Marion Konishi on the day of her commencement speech June 25, 1943. Online image 210-G-B658. National Archives and Records Administration (NARA) 537226. Courtesy of NARA.

In protest of racism in 1955, Rosa Parks refused to give up her seat on a Montgomery, Alabama, city bus. Twelve years earlier, Marion Konishi gave a speech. Who was Marion Konishi and why is she important in American history? Thanks to our Colorado politicians, the world will soon know more about her.

We know that Parks’ act of civil disobedience sparked a bus boycott against racism and fueled the civil rights movement. Now, students have a new female hero to admire for Women’s History Month. Konishi, like 8,000 other Japanese Americans, was confined behind barbed wire at a World War II Relocation Center on Colorado’s high plains near the town of Granada and the Kansas state line.

Valedictorian of her high school class, she gave the high school commencement speech at the Amache Concentration Camp on June 25, 1943. Her citizen number as an internee or prisoner was 6E-12-D. Parks was booked by Alabama police and released. Konishi had to stay behind barbed wire. Searchlights scanned the camp at night.
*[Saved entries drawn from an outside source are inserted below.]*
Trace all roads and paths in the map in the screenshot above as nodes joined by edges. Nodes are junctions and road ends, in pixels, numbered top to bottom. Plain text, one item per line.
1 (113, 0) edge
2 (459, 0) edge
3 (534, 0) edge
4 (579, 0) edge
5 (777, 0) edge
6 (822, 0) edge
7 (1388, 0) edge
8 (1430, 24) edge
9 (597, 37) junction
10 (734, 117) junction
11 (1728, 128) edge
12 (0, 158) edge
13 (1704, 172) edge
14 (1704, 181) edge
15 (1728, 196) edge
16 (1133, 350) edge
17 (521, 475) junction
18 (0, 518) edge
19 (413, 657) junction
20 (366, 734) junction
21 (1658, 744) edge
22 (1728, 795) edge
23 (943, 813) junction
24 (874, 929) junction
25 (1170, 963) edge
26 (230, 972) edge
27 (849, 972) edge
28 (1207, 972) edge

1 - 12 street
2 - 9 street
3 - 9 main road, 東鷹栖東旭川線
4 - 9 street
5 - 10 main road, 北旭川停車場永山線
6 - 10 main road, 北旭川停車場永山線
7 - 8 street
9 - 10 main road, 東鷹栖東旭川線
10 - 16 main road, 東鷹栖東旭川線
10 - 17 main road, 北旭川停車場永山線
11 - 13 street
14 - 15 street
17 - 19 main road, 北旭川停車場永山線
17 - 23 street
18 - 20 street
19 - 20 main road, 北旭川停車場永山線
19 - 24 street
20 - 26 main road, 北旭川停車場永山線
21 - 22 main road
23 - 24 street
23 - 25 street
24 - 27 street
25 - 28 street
Barracks at Camp Amache. (Photo by Tom Parker of Camp Amache, Denver Public Library, Western History Collection X-6570)

Thanks to Colorado’s U.S. Sens. Michael Bennett and John Hickenlooper, both Democrats, and Colorado U.S. Reps. Joe Neguse, a Democrat, and Ken Buck, a Republican, the Senate recently passed legislation to establish the Amache National Historic Site as a unit of the National Park Service. Now, Americans will learn even more about the World War II incarceration of 120,000 Japanese Americans and the unique circumstances of the Granada War Relocation Center where Konishi was forced to live.

Her high school commencement speech will become famous and will hopefully find its way into American history textbooks to be read by other high school students trying to understand America’s racist past. Her words and her patriotism, her belief in America, are profound.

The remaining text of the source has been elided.